Eloge du Gazania

Publié le par TSF36

Jadis, en Bas-Berry, aux temps anciens où l'eau était encore abondante, il était de coutume de planter chaque mois de mai, juste après les Saints de Glace, des massifs de fleurs annuelles : petits begonias, œillets d'Indre, roses du même pays, ageratums (ou agerata ?), sauges, petunias et autres boit-sans-soif qu'il fallait arroser tous les jours (voire même quotidiennement) jusqu'aux premières gelées d'octobre. Je me souviens du temps où je disposais en quinconce, selon un plan géométrique rigoureux, des bégonias roses à feuilles sombres et des bégonias rouges à feuilles claires, avec parfois - grande audace esthétique - des bégonias blancs alternés. Ceci afin de rester dans le style classique du jardin à la Française, imposant sa quadrature à la nature ...

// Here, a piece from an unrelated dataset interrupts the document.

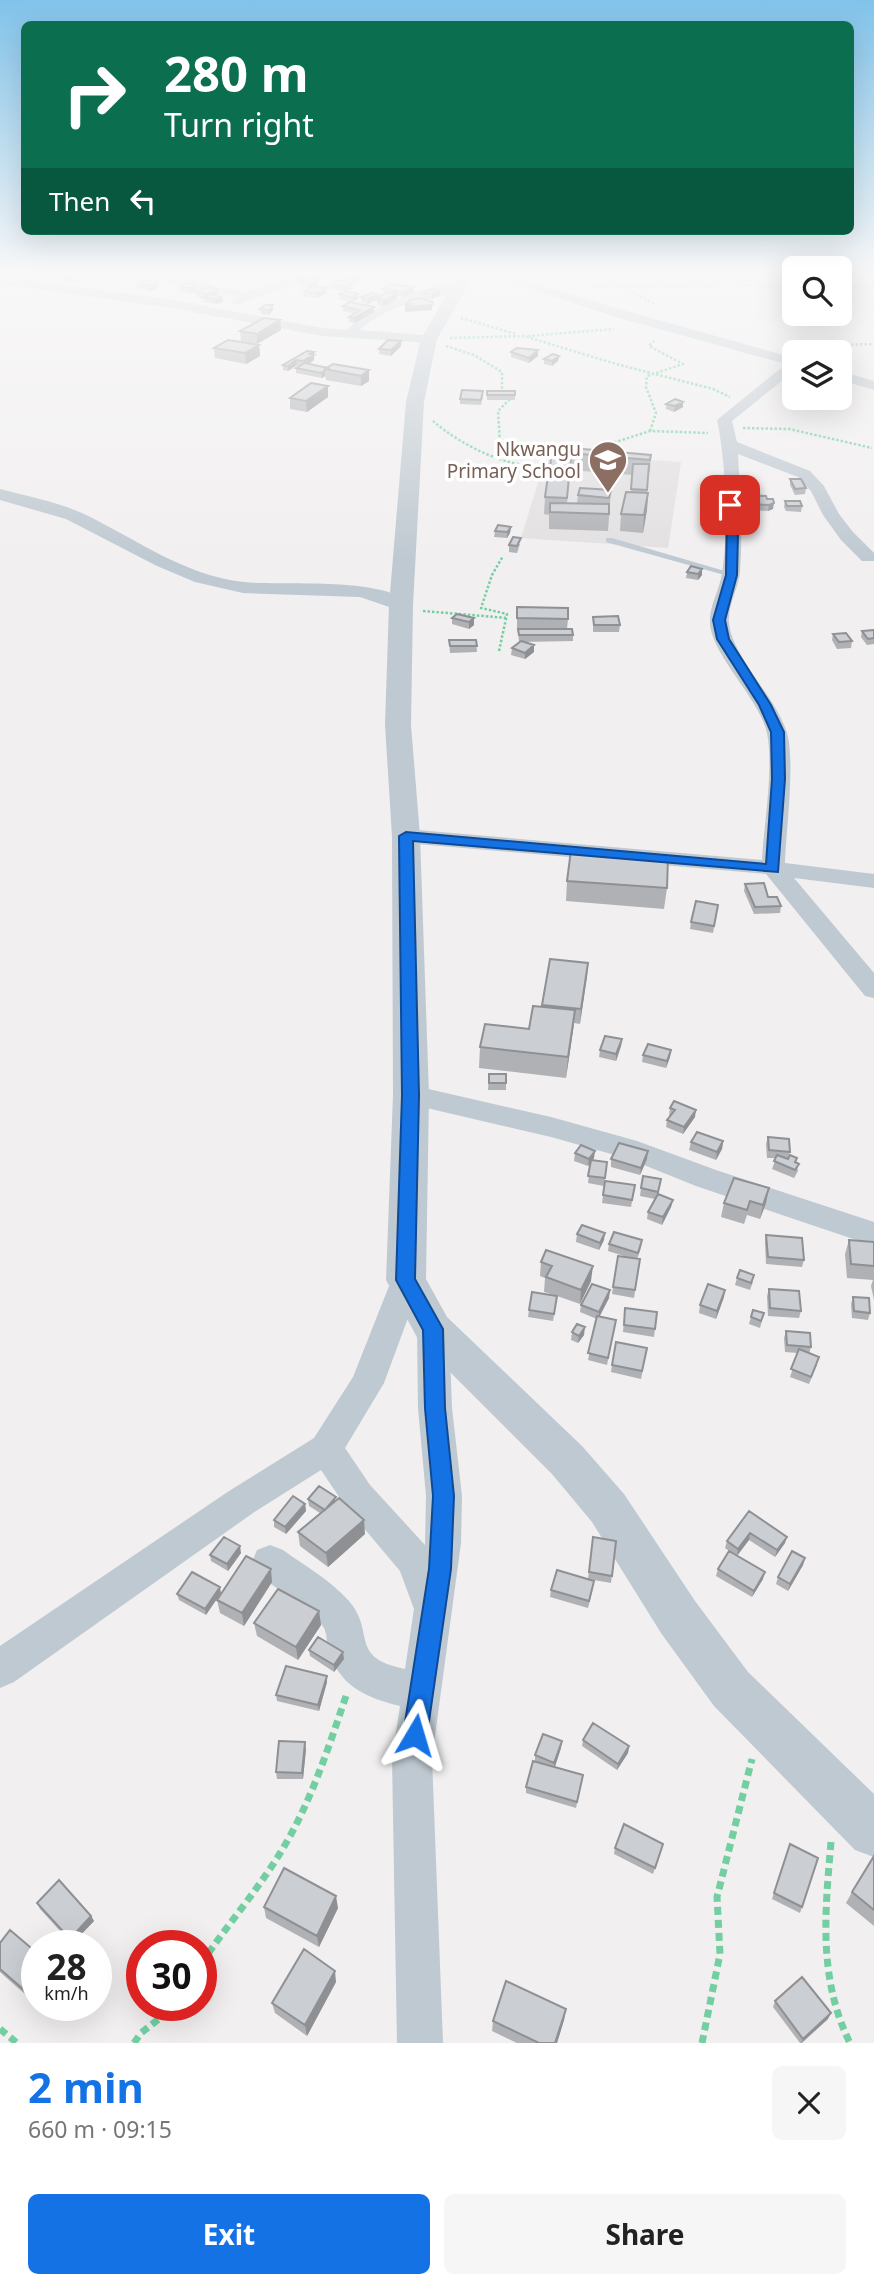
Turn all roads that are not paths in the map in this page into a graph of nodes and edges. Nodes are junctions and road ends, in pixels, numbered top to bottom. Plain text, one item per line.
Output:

Or, maintenant que l'eau est rare et chère, maintenant que le désert avance inéluctablement  aux frontières du Bas-Berry, il n'est plus question de sacrifier à ces pratiques dispendieuses d'un autre age. Place donc aux fleurs sobres qui  sont au règne végétal ce que le chameau est au désert. C'est le cas des Gazanias, ces merveilleuses fleurs multicolores, à floraison abondante, supportant parfaitement le plein soleil et ne réclamant caïman pas d'autre arrosage que la pluie du Ciel.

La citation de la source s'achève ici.